Stored entries:
-- Opening Marker --

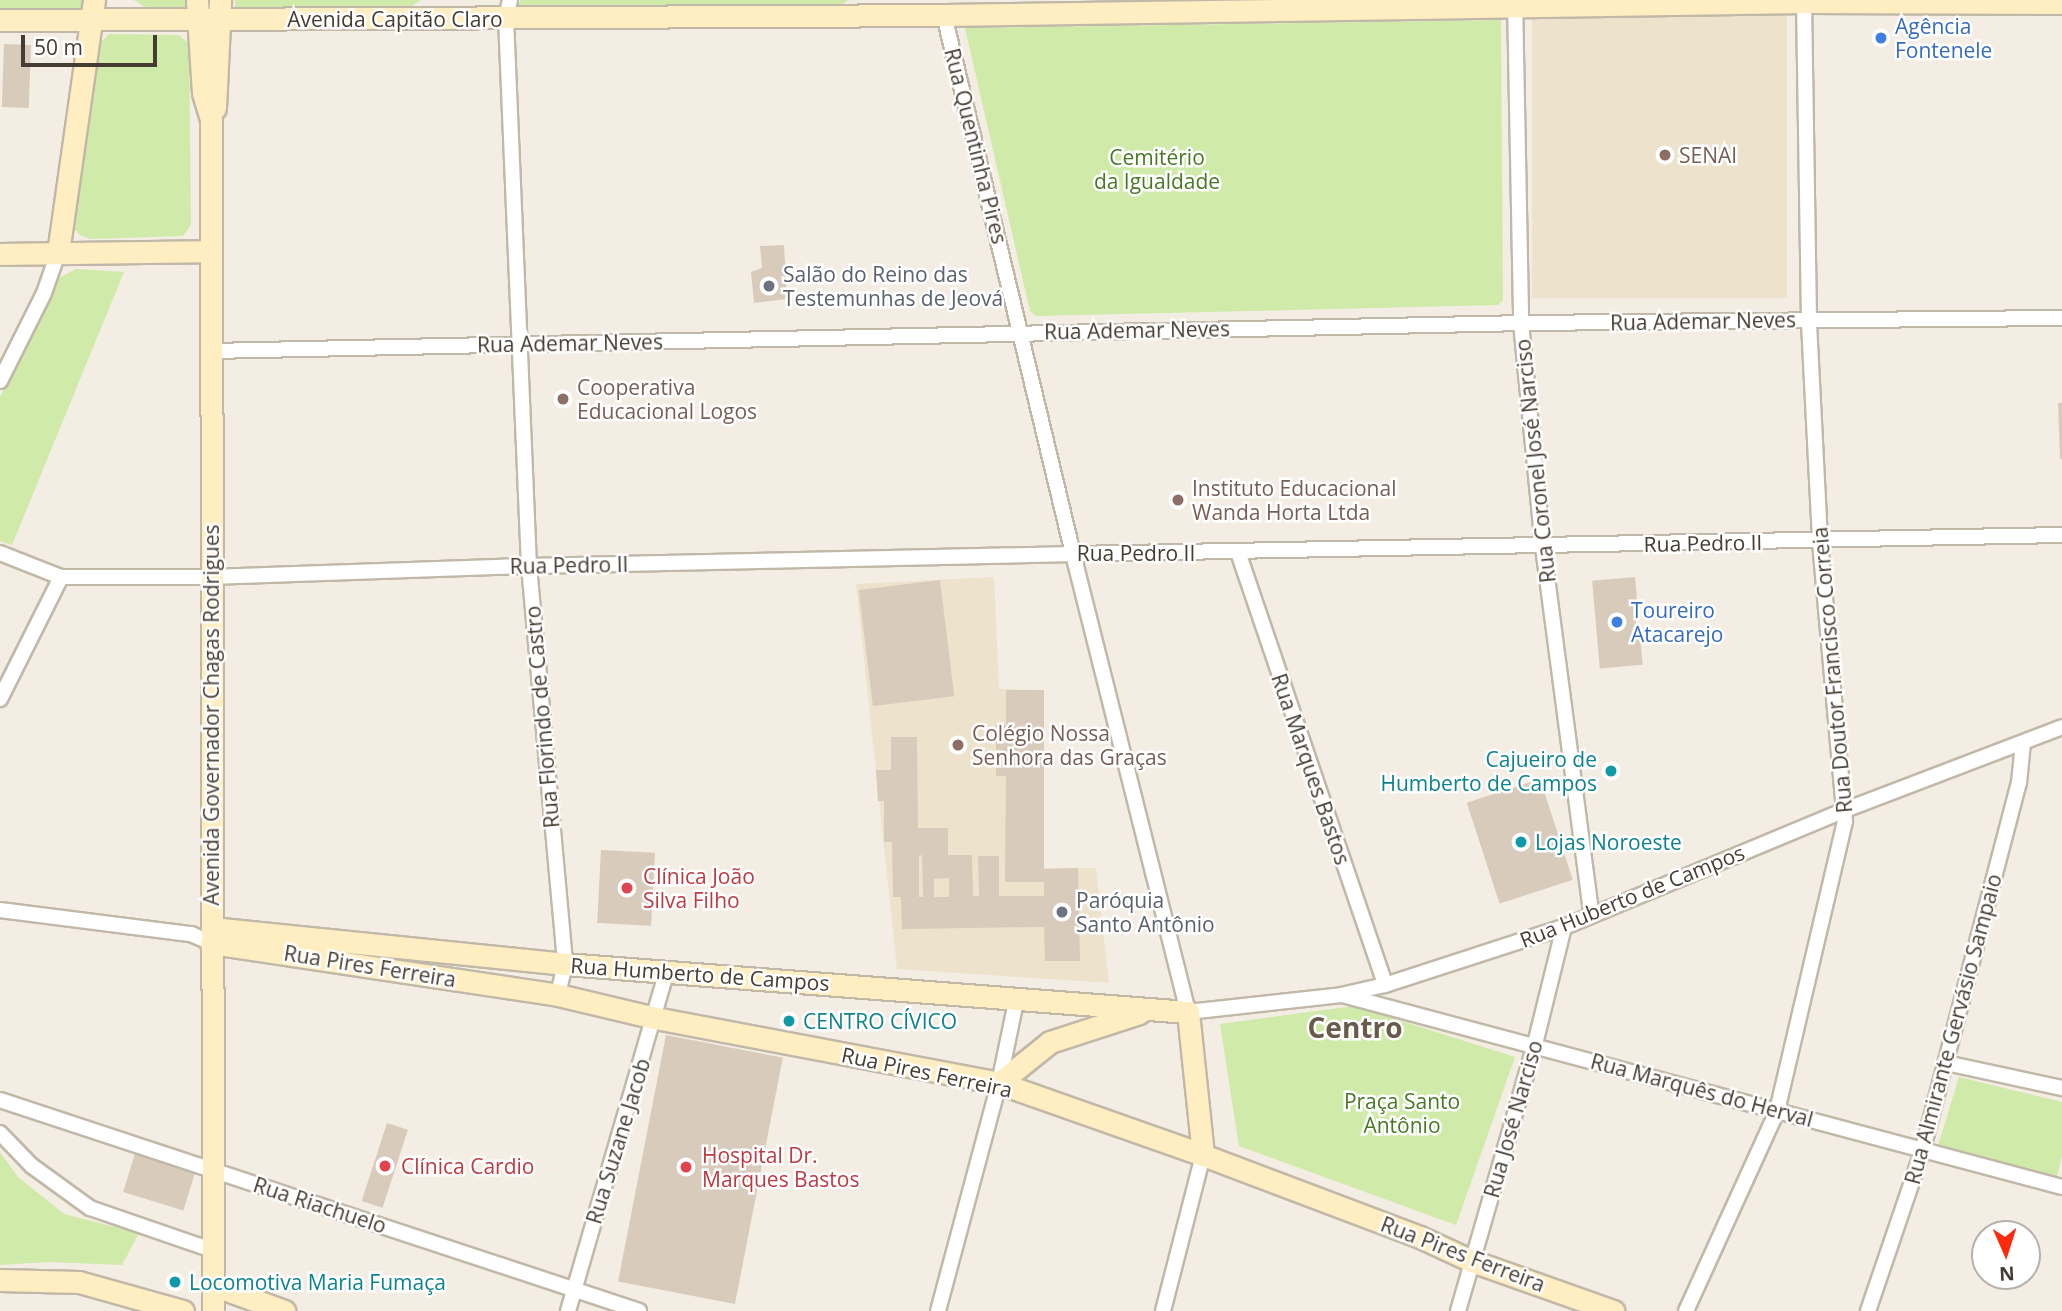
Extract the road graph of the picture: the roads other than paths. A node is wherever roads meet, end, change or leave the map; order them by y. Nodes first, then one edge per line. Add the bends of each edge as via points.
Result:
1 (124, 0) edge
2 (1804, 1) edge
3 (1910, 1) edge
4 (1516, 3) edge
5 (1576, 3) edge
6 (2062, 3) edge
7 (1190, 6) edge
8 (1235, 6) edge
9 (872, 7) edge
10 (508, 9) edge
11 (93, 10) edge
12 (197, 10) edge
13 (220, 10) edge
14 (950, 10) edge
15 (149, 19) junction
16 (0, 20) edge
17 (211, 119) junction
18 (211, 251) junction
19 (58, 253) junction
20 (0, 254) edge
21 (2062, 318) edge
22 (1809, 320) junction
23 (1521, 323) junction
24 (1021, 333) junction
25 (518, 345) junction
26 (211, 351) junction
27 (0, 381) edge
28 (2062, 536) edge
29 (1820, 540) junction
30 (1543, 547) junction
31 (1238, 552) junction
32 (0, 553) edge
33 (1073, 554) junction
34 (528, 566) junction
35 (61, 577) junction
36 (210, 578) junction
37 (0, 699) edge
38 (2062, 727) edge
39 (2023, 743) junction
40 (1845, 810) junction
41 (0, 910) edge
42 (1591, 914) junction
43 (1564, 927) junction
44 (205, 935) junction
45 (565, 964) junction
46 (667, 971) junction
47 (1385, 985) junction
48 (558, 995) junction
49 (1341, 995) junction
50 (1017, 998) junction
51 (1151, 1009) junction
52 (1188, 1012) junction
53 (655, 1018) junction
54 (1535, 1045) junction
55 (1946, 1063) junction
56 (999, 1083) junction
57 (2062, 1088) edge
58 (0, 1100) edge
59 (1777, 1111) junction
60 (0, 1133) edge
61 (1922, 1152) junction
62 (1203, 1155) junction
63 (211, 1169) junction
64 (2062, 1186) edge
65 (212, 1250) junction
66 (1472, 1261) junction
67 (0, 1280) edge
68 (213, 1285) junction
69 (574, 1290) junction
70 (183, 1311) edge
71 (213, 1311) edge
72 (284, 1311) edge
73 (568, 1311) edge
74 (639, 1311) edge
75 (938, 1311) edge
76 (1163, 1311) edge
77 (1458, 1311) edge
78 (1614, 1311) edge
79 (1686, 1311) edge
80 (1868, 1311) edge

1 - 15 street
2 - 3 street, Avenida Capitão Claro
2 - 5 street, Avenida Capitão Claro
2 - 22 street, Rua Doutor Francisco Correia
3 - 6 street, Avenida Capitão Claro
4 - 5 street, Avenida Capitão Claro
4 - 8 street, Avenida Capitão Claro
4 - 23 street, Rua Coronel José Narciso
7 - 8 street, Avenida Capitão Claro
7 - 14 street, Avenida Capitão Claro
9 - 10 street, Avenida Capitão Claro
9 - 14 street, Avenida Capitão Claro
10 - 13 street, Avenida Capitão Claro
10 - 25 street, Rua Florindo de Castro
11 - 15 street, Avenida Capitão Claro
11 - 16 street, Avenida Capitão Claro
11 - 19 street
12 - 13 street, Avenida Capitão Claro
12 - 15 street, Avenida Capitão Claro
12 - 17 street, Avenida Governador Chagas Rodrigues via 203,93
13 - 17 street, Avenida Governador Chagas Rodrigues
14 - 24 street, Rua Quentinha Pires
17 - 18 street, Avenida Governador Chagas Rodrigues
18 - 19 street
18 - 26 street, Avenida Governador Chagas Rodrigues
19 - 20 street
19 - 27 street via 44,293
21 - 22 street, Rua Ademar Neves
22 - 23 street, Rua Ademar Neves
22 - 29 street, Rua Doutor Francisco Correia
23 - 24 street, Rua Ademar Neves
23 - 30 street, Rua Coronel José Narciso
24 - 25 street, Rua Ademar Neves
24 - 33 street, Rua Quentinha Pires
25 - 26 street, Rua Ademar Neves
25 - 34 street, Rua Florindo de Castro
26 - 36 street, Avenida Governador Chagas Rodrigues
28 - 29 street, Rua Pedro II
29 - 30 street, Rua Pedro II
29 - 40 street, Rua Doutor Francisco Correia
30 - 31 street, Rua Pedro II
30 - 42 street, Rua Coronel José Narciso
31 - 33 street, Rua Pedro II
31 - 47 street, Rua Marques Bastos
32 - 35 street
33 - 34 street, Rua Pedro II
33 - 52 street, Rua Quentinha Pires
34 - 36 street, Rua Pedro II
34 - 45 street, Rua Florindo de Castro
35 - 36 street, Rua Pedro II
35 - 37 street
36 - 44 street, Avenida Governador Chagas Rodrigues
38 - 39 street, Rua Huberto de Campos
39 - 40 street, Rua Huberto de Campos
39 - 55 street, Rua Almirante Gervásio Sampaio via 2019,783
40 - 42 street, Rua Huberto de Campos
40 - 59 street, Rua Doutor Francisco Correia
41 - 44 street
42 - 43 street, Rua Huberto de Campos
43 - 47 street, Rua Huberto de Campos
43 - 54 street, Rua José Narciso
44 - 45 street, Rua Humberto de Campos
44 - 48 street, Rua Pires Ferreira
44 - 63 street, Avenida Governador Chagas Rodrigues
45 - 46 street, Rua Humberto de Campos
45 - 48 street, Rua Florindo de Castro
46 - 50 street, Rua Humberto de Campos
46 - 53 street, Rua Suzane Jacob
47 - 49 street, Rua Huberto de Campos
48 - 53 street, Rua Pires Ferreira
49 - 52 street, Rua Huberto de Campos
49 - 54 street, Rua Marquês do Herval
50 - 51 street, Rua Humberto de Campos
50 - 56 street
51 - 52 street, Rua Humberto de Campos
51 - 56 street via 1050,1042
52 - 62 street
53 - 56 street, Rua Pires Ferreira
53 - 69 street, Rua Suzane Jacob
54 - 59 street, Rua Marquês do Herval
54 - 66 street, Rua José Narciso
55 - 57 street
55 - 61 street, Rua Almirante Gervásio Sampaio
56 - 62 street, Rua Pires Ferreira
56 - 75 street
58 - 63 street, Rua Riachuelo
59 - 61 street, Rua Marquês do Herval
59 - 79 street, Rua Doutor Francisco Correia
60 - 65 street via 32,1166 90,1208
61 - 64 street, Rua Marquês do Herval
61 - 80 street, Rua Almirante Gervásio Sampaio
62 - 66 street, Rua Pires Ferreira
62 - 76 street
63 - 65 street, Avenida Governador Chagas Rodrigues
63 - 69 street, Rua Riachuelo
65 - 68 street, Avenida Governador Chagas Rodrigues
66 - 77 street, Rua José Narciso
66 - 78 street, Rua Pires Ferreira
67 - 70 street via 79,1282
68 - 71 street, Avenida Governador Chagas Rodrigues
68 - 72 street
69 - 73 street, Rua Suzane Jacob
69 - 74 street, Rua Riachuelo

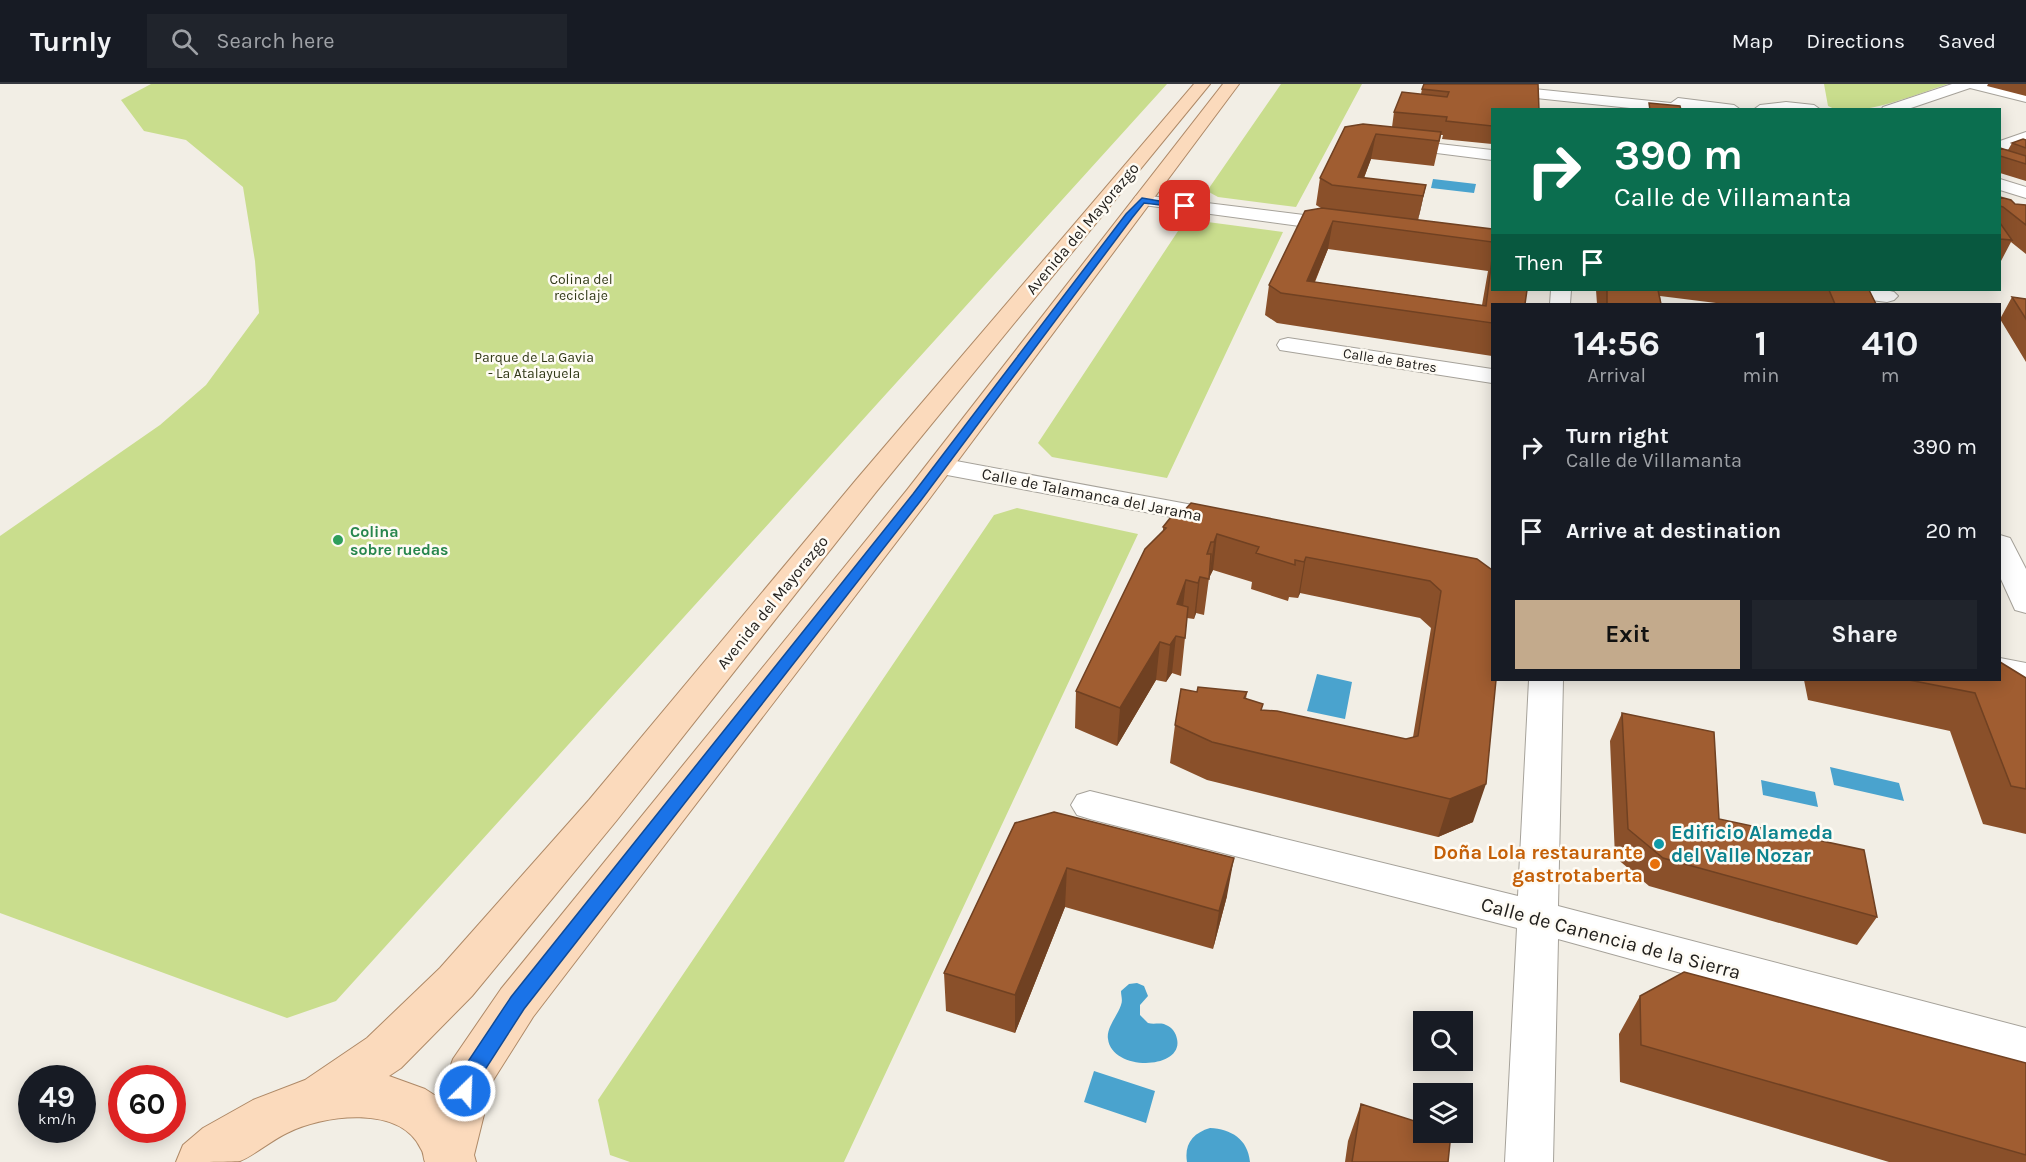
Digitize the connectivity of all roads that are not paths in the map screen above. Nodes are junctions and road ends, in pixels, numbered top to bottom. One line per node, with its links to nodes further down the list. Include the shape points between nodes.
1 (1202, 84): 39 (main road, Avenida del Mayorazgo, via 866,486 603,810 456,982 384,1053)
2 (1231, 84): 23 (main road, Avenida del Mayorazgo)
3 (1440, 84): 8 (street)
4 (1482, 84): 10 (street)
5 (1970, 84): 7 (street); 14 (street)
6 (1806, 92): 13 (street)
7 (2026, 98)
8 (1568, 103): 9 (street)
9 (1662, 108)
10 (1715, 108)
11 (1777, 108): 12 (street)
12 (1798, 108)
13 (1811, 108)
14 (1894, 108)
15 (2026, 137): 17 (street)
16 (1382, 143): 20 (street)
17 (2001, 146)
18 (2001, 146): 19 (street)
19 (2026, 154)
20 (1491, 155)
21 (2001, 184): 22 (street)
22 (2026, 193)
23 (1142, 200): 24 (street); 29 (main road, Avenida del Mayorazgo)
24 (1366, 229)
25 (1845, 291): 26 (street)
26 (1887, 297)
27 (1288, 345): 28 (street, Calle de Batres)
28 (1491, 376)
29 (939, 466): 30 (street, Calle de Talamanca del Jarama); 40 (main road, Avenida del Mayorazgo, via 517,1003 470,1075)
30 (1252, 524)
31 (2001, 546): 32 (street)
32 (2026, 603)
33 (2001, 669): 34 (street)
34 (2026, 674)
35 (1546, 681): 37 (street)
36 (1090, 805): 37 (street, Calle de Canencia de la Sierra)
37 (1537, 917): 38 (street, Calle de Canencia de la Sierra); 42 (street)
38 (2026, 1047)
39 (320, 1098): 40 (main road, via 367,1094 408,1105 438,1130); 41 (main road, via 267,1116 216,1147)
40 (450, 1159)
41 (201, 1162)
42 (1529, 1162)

-- Closing Marker --

▸ Assignment
From the entries above, extract every line where the word "Ademar" appears.

▸ Solved problem
21 - 22 street, Rua Ademar Neves
22 - 23 street, Rua Ademar Neves
23 - 24 street, Rua Ademar Neves
24 - 25 street, Rua Ademar Neves
25 - 26 street, Rua Ademar Neves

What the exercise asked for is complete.